Additionally, individuals should carefully read their “Certificate of Coverage” to understand what their policy’s annual out-of-pocket maximum is as well as the policy’s benefit limits and exclusions. Often individual procedure limits such as outpatient surgeries might be substantially less than your overall policy’s annual and lifetime limits.

Uninsured:
The politicians and the free marketers believe a hospital’s emergency room is the solution to those who can’t obtain insurance. The hospital will stabilize your condition, but then you’re on your own. If you have any financial assets whatsoever, the hospital will seize them to pay for your treatment. If you do not, the insured population will subsidize your care.

Insurers of last result such as state run high risk pools, are not consistently available in all states. Rejected insurance applicants often face waiting lists or high risk pools that are closed to new applicants, and the Blue Cross & Blue Shields who used to be insurers of last resort no longer provide that function in most states.

Medicare:
For all the talk that the nation should not want “government-run healthcare,” I have yet to hear a senior citizen who would willingly give up their government plan.
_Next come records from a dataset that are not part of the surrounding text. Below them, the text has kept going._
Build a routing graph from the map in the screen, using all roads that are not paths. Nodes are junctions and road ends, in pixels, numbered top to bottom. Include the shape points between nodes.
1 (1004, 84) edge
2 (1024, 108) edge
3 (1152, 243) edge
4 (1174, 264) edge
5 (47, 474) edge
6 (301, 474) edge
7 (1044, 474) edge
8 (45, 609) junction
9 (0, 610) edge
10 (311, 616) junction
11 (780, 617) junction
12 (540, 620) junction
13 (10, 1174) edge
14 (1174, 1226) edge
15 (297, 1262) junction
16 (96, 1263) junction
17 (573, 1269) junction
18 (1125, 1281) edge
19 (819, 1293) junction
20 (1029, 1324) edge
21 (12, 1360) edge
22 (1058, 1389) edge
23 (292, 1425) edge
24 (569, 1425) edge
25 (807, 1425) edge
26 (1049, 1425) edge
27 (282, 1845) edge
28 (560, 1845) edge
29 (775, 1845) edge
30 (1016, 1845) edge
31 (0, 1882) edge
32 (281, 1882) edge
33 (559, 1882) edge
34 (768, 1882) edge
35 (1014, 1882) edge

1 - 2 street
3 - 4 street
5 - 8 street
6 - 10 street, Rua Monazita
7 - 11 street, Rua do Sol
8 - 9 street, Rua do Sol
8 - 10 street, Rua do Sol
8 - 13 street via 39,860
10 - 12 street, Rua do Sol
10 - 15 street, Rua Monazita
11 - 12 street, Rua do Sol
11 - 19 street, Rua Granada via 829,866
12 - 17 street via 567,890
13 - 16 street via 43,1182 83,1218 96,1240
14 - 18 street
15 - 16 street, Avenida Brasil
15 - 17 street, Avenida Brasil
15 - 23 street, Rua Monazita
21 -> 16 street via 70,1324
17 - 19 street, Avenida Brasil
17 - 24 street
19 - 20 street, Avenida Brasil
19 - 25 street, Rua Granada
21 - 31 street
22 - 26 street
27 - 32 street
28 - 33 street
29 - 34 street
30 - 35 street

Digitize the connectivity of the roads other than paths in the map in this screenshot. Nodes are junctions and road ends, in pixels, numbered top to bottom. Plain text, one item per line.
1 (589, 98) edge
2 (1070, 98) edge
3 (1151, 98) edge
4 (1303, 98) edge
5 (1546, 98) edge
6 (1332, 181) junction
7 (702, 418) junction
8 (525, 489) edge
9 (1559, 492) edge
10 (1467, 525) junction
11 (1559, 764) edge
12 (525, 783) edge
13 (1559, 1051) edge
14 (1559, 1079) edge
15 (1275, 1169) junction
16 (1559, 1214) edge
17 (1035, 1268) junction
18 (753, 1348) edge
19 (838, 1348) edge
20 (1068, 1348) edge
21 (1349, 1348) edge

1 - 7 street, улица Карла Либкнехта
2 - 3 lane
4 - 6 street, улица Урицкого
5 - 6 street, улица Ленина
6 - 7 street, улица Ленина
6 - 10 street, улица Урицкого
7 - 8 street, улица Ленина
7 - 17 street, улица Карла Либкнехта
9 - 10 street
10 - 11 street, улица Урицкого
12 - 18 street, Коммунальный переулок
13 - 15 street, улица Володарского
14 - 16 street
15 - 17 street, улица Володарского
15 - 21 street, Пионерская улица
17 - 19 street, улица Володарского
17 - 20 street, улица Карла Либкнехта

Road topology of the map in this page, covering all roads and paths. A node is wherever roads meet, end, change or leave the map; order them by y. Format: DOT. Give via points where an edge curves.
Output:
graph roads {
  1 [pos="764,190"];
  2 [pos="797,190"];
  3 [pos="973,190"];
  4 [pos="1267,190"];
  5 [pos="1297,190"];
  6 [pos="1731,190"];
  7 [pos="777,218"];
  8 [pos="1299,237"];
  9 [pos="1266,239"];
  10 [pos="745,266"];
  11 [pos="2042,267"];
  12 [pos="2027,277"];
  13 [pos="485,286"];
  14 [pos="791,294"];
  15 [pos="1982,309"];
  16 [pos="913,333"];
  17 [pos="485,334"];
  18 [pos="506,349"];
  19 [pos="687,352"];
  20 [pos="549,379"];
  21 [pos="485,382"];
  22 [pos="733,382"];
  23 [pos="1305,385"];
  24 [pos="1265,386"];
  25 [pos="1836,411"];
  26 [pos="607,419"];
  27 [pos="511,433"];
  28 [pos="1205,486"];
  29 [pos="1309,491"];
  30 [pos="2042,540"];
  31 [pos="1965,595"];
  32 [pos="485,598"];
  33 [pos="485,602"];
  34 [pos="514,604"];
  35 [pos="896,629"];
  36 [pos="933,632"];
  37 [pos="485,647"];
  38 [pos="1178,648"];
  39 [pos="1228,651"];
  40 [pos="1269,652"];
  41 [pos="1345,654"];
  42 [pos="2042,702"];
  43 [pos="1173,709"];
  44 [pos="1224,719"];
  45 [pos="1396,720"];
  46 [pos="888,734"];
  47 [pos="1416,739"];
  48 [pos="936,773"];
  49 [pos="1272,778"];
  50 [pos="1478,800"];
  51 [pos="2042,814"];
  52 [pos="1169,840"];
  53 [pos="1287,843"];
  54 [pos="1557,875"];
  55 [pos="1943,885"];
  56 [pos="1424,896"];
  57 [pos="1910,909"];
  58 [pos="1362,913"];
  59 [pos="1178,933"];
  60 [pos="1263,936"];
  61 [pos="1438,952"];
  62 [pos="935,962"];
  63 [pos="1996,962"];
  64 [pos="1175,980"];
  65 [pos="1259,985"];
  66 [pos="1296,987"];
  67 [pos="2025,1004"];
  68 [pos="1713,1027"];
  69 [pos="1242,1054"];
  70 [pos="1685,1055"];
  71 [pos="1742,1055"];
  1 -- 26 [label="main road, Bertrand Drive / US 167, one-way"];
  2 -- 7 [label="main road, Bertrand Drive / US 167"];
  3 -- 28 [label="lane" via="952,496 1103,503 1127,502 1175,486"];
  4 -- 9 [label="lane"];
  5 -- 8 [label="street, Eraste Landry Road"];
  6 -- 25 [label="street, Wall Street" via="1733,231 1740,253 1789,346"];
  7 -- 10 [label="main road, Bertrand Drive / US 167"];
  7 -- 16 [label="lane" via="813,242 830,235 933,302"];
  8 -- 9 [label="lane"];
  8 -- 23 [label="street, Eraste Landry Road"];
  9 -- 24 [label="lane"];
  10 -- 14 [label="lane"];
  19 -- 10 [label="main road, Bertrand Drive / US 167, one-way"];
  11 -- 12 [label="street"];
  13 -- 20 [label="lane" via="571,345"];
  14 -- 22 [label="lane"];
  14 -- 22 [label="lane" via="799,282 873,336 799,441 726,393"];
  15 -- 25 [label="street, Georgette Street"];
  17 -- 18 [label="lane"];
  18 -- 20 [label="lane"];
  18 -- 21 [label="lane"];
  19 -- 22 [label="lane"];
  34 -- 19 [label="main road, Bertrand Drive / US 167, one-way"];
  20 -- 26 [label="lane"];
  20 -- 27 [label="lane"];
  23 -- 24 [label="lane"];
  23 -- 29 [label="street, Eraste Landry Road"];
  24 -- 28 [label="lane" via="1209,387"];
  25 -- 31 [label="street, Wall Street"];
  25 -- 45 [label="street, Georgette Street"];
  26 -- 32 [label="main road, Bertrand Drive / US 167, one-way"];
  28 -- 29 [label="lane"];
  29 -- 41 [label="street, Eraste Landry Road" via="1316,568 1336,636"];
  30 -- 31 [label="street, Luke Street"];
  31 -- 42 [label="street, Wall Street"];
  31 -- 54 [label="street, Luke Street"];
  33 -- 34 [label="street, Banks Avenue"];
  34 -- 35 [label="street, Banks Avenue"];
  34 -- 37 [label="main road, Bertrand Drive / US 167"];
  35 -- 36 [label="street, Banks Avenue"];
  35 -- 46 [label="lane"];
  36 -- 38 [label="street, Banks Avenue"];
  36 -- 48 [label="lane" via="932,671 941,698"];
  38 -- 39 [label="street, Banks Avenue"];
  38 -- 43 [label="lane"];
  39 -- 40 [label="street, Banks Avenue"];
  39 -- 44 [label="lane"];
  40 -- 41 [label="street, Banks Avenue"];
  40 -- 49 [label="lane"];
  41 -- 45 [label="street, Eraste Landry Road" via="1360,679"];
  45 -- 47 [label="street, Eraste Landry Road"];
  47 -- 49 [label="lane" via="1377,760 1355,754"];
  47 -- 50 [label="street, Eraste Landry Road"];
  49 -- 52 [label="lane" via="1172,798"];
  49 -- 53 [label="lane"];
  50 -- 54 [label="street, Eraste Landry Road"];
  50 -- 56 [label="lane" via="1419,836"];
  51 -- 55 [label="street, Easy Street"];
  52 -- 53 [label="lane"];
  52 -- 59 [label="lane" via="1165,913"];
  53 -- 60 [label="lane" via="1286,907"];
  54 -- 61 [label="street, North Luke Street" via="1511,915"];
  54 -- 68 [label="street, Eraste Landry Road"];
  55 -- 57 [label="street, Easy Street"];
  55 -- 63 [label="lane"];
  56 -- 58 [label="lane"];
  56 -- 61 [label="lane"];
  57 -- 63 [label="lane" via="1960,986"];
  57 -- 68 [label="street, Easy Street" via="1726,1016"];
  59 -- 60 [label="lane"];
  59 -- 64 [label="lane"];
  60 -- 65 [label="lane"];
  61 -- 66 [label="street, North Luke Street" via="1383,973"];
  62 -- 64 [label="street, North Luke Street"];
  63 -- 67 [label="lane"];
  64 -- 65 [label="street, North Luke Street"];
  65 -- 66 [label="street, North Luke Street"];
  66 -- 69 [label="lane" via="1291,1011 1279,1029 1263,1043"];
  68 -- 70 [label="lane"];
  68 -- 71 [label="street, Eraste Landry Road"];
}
Seniors on original Medicare pay 20% of the Medicare rate to Medicare providers for treatment. Most seniors on original Medicare purchase a “Medigap” supplemental policy to help defray the 20% seniors are responsible for.

Medicare Advantage Plans were created during the Bush Administration. Private insurers are reimbursed more for these plans, yet seniors are more financially at risk than in traditional Medicare. Seniors in a Medicare Advantage Plan who fail to ensure that all of the providers who treat them are in-network providers, could be faced with a bill if one of the providers involved in their care was out-of- network. Likewise if a senior on a Medicare Advantage HMO does not obtain a written referral from their primary care physician prior to each specialist visit and medical test/treatment.

Seniors who sign up for Medicare Advantage and then want to switch back to the government’s original Medicare program can only do so during open enrollment season each year (November 15 to December 31; coverage takes effect Jan 1). What’s worse is that seniors who switch back to traditional Medicare from a Medicare Advantage plan might not be able to obtain a Medigap policy as these supplemental plans are allowed to medically underwrite. The cheapest premiums are for seniors who take a Medigap policy at the time they become eligible for Medicare. Once you’ve developed a pre-existing condition, it’s too late for Medigap coverage.

Medicare Part D (prescription drug plan) was created during the Bush Administration. In keeping in line with their “free market mantra,” only private insurers offer Part D coverage. Healthcare reform would mitigate the “doughnut hole” in Part D.

Conclusion:
Now that you know what the risks are under our current system, it’s time for everyone to acknowledge that rationing is running rampant and getting worse every year. Isn’t it better to develop a new healthcare system that prohibits the rationing I’ve described while only permitting rationing based upon effectiveness of care?